Capital Bank workers have urged the High Court to dismiss the National Social Security Authority's application to liquidate the troubled bank on the basis that the application is defective and lacks Government's authority.
NSSA on Tuesday filed an application for provisional liquidation of Capital Bank arguing that the bank is no longer able to carry out any banking business.
The workers say NSSA does not have both the Minister of Labour and the Minister of Finance and Economic Development's written authority to dispose or disinvest from Capital bank as required by Section 28 of the NSSA Act (Chapter 17:04), read together with Section 8 of the Schedule to the NSSA Act.
"We contend that the absence of such authority is fatal against NSSA. We therefore contend that this application ought to be dismissed on the above procedural grounds alone," said Mr Edwin Chavora, Capital Bank head of treasury.
Mr Chavora is representing 30 other senior managers of Capital Bank who have also deposed supporting affidavits. He said NSSA should not be allowed to benefit from its own omissions since it voluntarily surrendered its banking licence held by Capital Bank.
"We do not accept that there were good grounds for the surrender of the banking license and for this reason, we confirm that we have noted an appeal to the Minister of Finance, in terms of Section 73 of the Banking Act," said Mr Chavora.

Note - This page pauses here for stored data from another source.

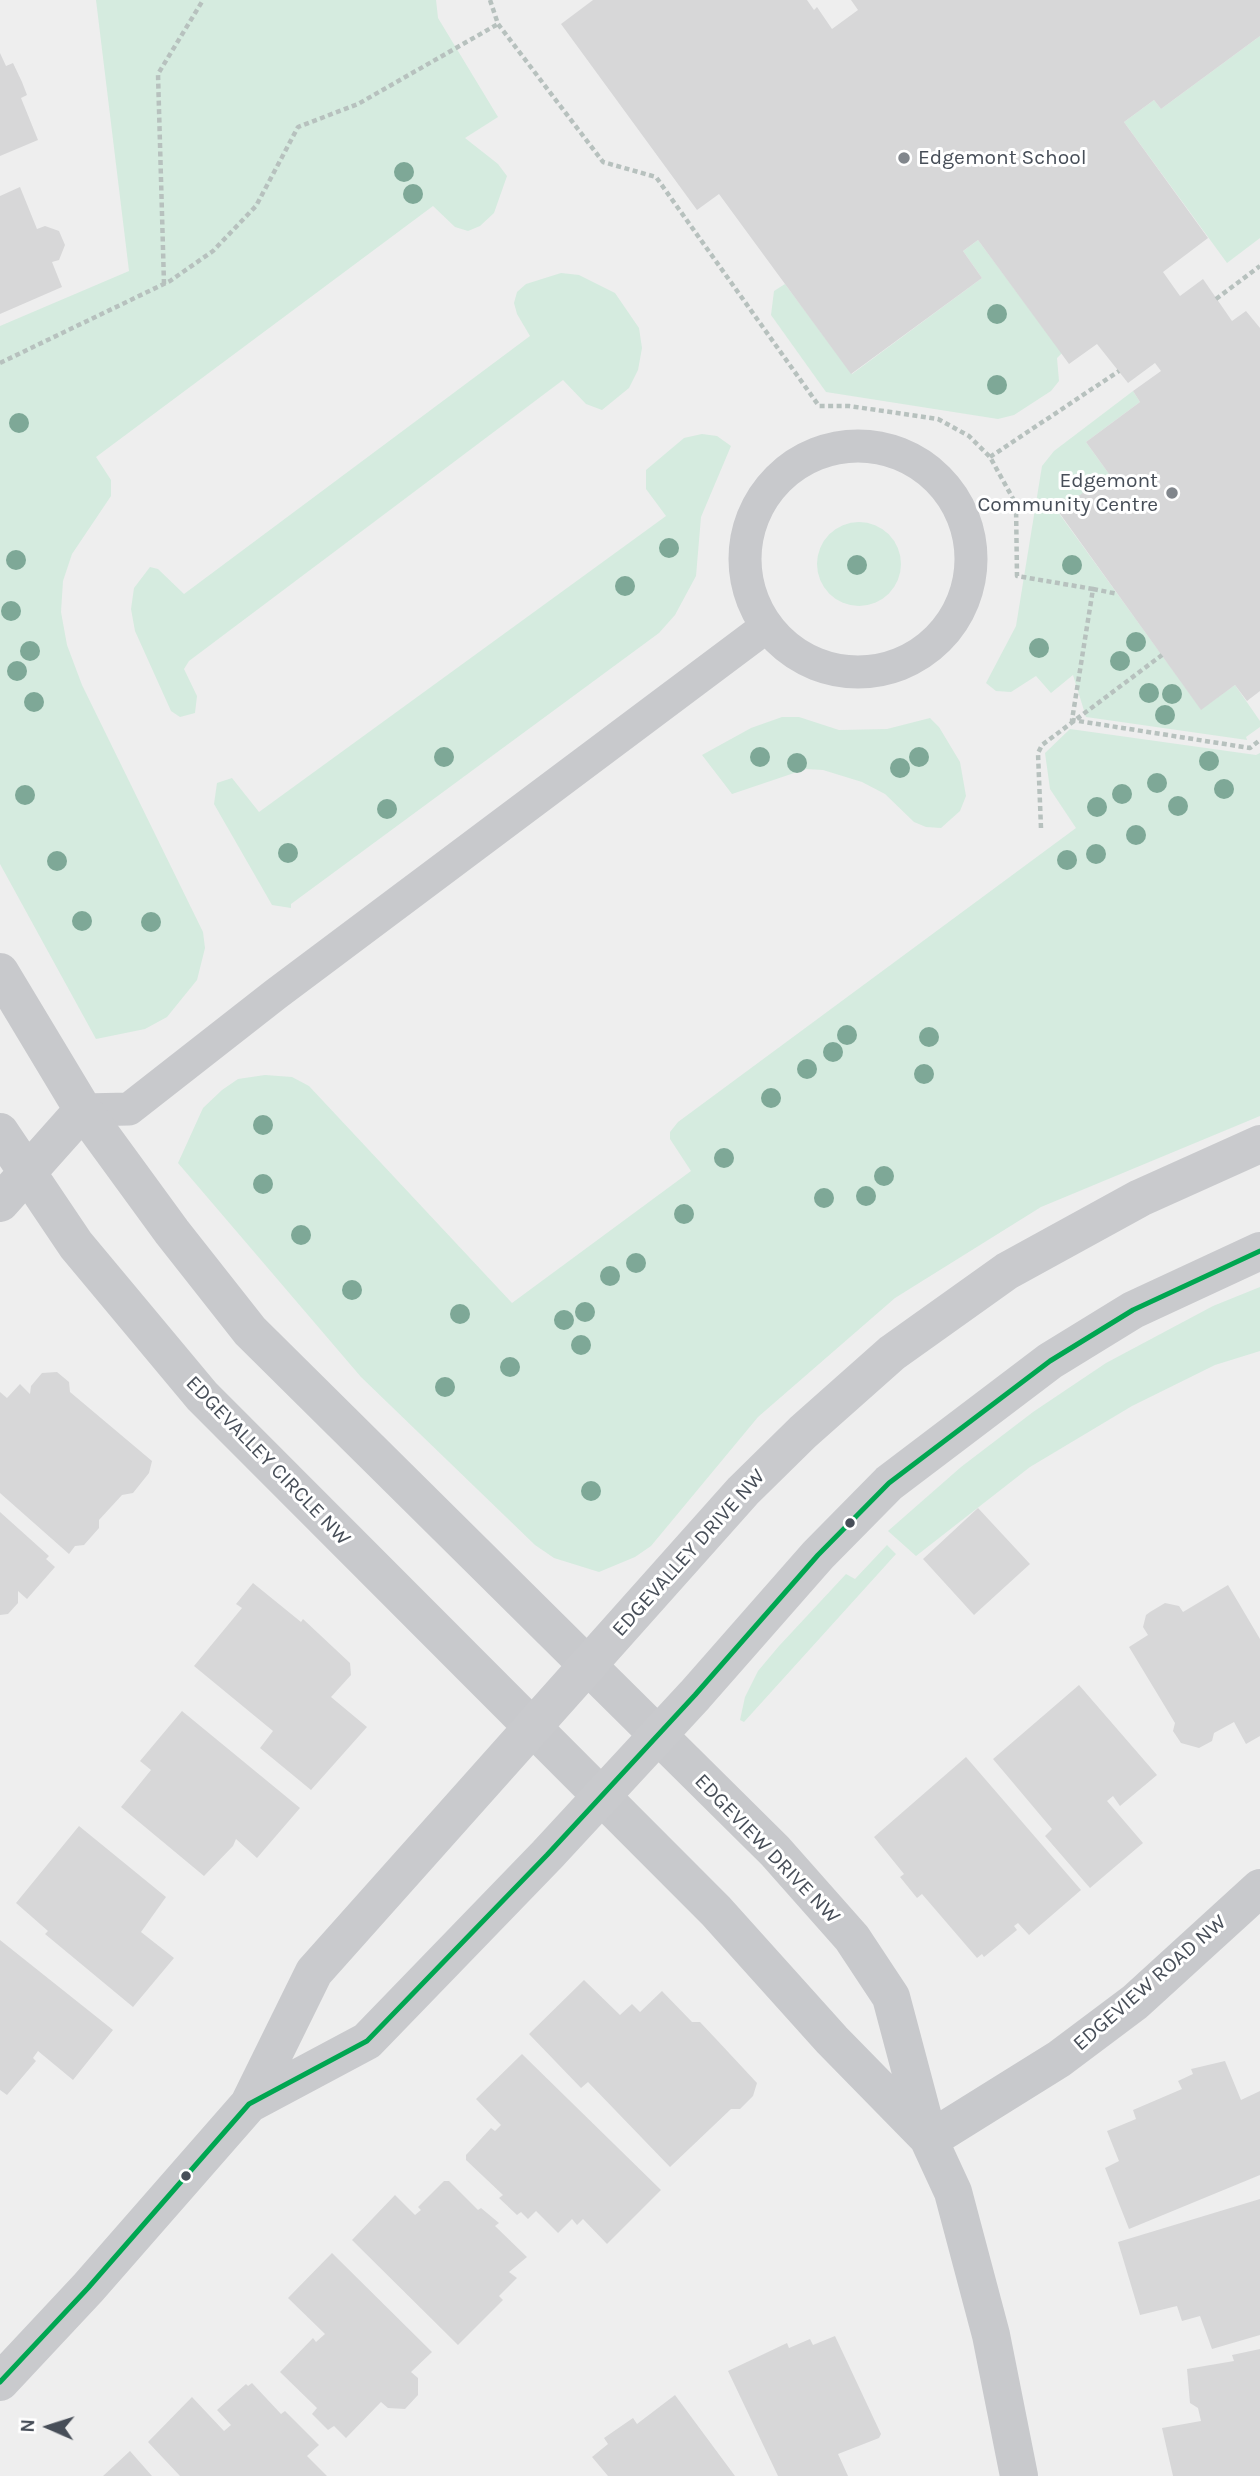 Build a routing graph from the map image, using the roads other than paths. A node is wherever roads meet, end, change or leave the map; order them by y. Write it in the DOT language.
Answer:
graph roads {
  1 [pos="766,627"];
  2 [pos="0,972"];
  3 [pos="83,1111"];
  4 [pos="0,1132"];
  5 [pos="1260,1144"];
  6 [pos="27,1173"];
  7 [pos="0,1203"];
  8 [pos="1260,1251"];
  9 [pos="587,1666"];
  10 [pos="532,1728"];
  11 [pos="656,1735"];
  12 [pos="600,1796"];
  13 [pos="1260,1888"];
  14 [pos="249,2104"];
  15 [pos="929,2140"];
  16 [pos="0,2382"];
  17 [pos="1020,2476"];
  1 -- 1 [label="lane"];
  1 -- 3 [label="lane"];
  2 -- 3 [label="street"];
  3 -- 6 [label="street"];
  3 -- 9 [label="street"];
  4 -- 6 [label="street, EDGEVALLEY CIRCLE NW"];
  5 -- 9 [label="street, EDGEVALLEY DRIVE NW"];
  6 -- 7 [label="street"];
  6 -- 10 [label="street, EDGEVALLEY CIRCLE NW"];
  8 -- 11 [label="street, EDGEVALLEY DRIVE NW"];
  9 -- 10 [label="street, EDGEVALLEY DRIVE NW"];
  9 -- 11 [label="street, EDGEVIEW DRIVE NW"];
  10 -- 12 [label="street, EDGEVIEW DRIVE NW"];
  10 -- 14 [label="street, EDGEVALLEY DRIVE NW"];
  11 -- 12 [label="street, EDGEVALLEY DRIVE NW"];
  11 -- 15 [label="street, EDGEVIEW DRIVE NW"];
  12 -- 14 [label="street, EDGEVALLEY DRIVE NW"];
  12 -- 15 [label="street, EDGEVIEW DRIVE NW"];
  13 -- 15 [label="street, EDGEVIEW ROAD NW"];
  14 -- 16 [label="street, EDGEVALLEY DRIVE NW"];
  15 -- 17 [label="street, EDGEVIEW DRIVE NW"];
}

He wants the court not to entertain NSSA's application before their appeal has been determined by the Minister.
Mr Chavora argues that Capital Bank is unable to pay its liabilities nor that it is no longer able to continue trading as a going concern as mentioned in the application for liquidation by NSSA. He said the position is that NSSA committed serious omissions and commissions which it cannot hide behind or use as an excuse in shutting down the bank.
He cited NSSA's failure to honour its agreement with the curator of Renaissance Merchant Bank, which agreement was executed on December 19 2011. NSSA's own failure to comply with the common law by reaching an agreement with the main shareholder in RMB and Renaissance Financial Holdings, represented by Mr Patterson Timba.

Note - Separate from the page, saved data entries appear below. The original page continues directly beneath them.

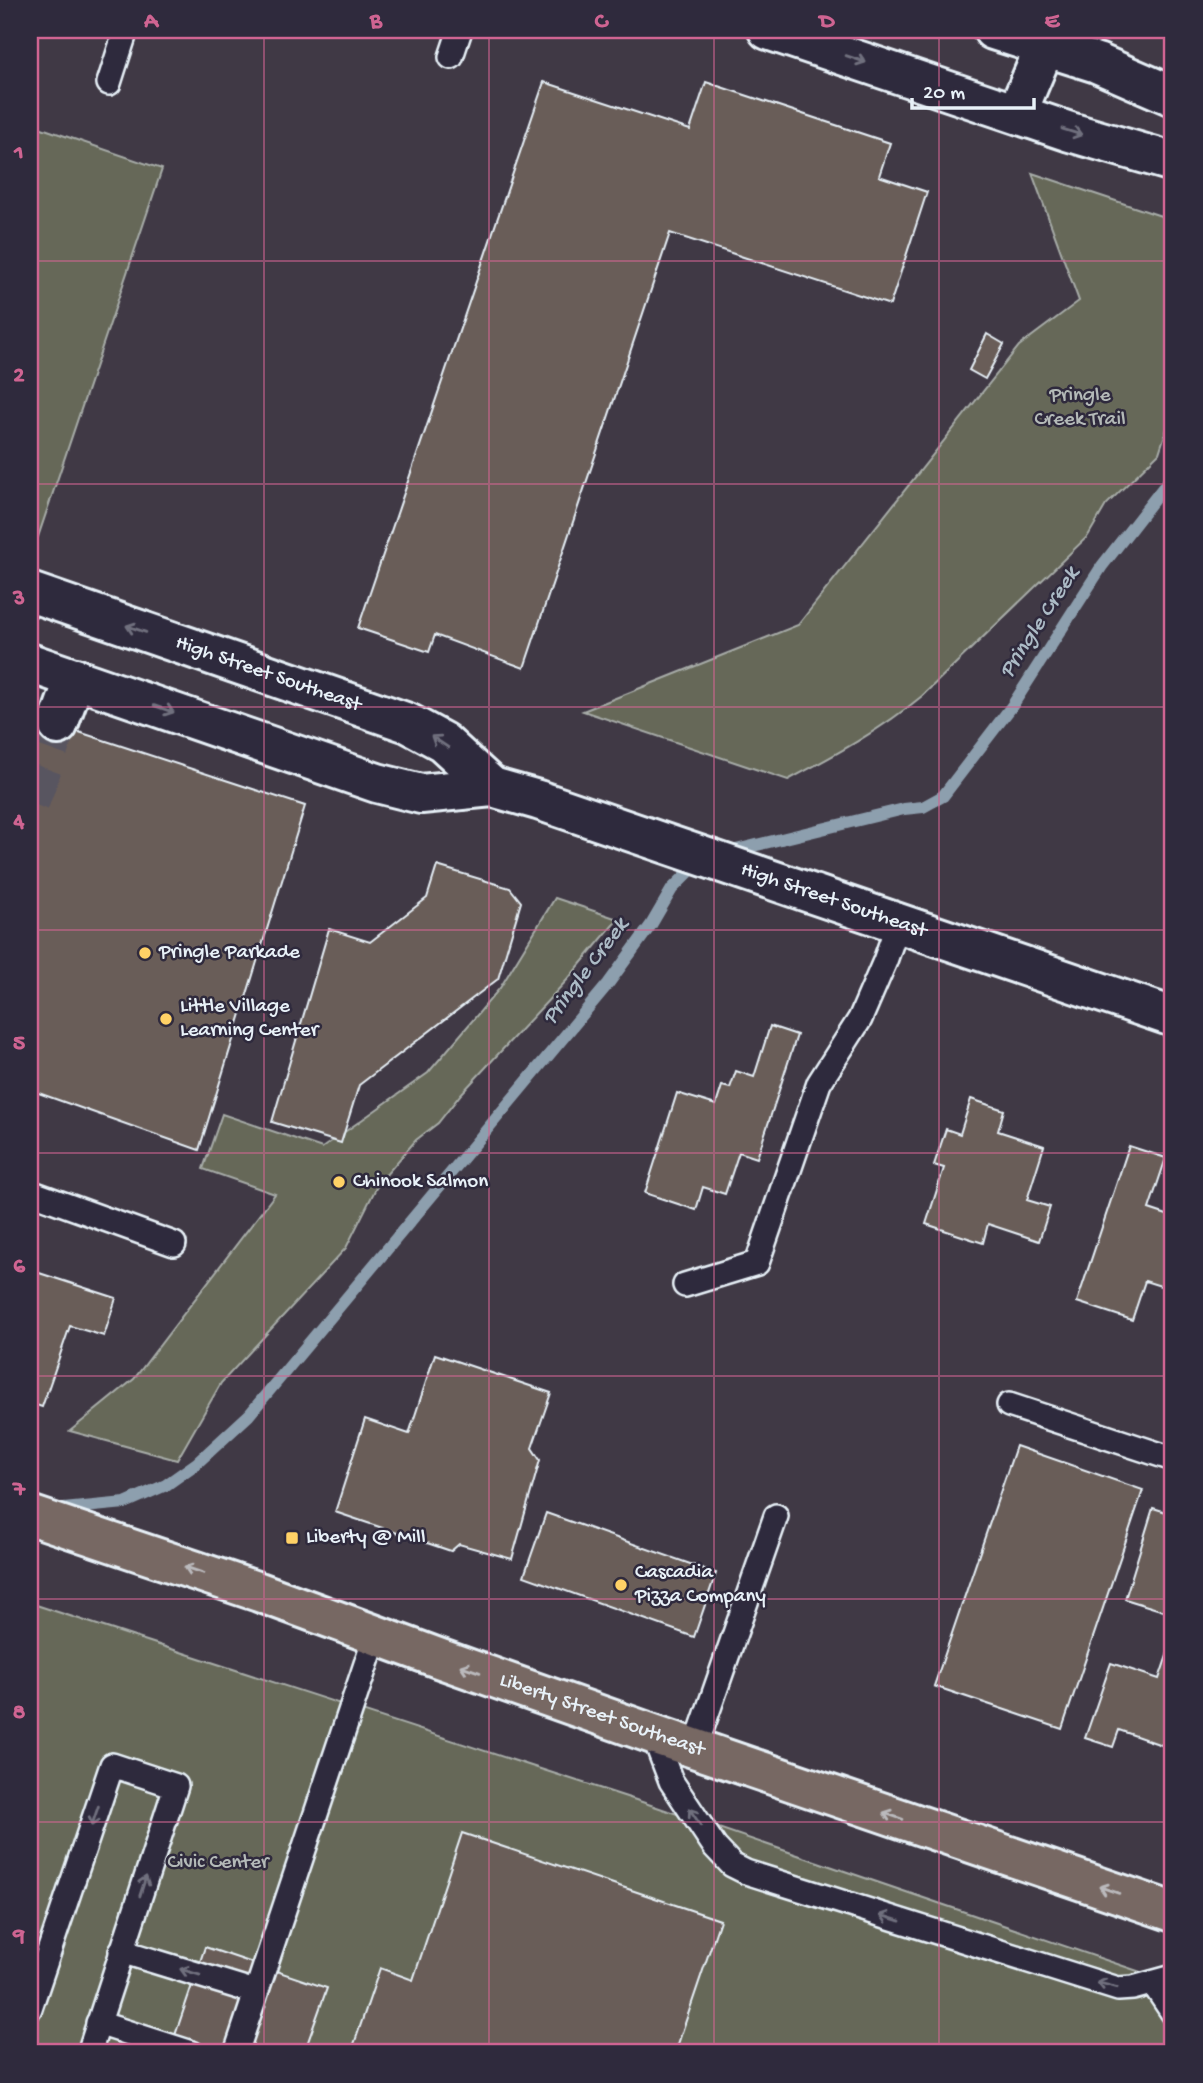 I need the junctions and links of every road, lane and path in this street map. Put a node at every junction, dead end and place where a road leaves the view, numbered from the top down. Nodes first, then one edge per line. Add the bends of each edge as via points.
1 (126, 30) edge
2 (460, 30) edge
3 (768, 30) edge
4 (993, 30) edge
5 (1049, 39) edge
6 (451, 57) dead end
7 (109, 83) dead end
8 (1173, 96) edge
9 (1017, 113) junction
10 (1173, 162) edge
11 (30, 592) edge
12 (30, 663) edge
13 (75, 678) junction
14 (58, 725) tunnel mouth
15 (492, 787) junction
16 (898, 924) junction
17 (1173, 1017) edge
18 (30, 1192) edge
19 (174, 1244) dead end
20 (685, 1285) dead end
21 (1009, 1405) dead end
22 (1173, 1459) edge
23 (30, 1515) edge
24 (776, 1517) dead end
25 (376, 1634) junction
26 (653, 1734) junction
27 (695, 1748) junction
28 (1173, 1912) edge
29 (121, 1951) junction
30 (1163, 1980) edge
31 (255, 1992) junction
32 (30, 2008) edge
33 (1173, 2012) edge
34 (98, 2023) junction
35 (89, 2053) edge
36 (192, 2053) edge
37 (236, 2053) edge

1 - 7 lane
2 - 6 lane
3 -> 9 street
4 - 5 street
5 - 8 street
5 - 9 street
9 -> 10 street
15 -> 11 street, High Street Southeast via 443,742 408,723
12 - 13 street, High Street Southeast
13 - 14 street
13 -> 15 street, High Street Southeast via 377,783 421,794
15 - 16 street, High Street Southeast
16 - 17 street, High Street Southeast
16 - 20 lane via 860,1019 819,1083 757,1264
18 - 19 lane
21 - 22 lane
25 -> 23 main road, Liberty Street Southeast
24 - 27 lane
26 -> 25 main road, Liberty Street Southeast
25 - 31 lane
26 - 27 main road, Liberty Street Southeast
30 -> 26 lane via 1118,1989 746,1872 715,1847 685,1803 667,1774
28 -> 27 main road, Liberty Street Southeast
31 -> 29 lane
29 -> 32 lane via 176,1786 112,1765
29 - 34 lane
30 - 33 lane
31 - 37 lane
34 - 35 lane
34 - 36 lane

"It is our contention that the curator could not have had powers of selling and disposing of shares but rather, the shareholders that controlled RMB and RFHL. We contend that NSSA hurried to do this and obviated the main shareholders, in order to achieve its subjective aim and intention of using RMB as a vehicle of acquiring a majority stake in First Mutual Life. We therefore contend that the original agreement between NSSA and the curator was unlawful and should be set aside. Consequently, the impairment of the bank's capital arose out of NSSA's refusal to allow the bank to follow up its rights offer in FML," said Mr Chavora.
The bank's employees, who are in excess of one hundred, said liquidation of Capital Bank would result in loss of employment, in recoverable loss to unsecured depositors and other creditors, loss to NSSA of about $48 million in pensioners' money (being goodwill impairment, provisions for guarantees to PTA bank and NORSAD and share losses recorded by the bank since NSSA took over.
The workers argued that NSSA has not had a board of directors for more than 10 months and the decision to disinvest from the troubled bank can only be legitimately made by an authorised competent board.
"The point is that only the board of the applicant (NSSA) could have brought this application in the name of the company. If at all shareholders had a right to bring an application for winding up of a company, then such an application must be brought in the shareholder's name with the affected company being cited as the respondent," said Mr Chavora.
The workers argue that in the court papers filed by NSSA, there is nothing that shows that the company has authorised anyone to institute the liquidation proceedings.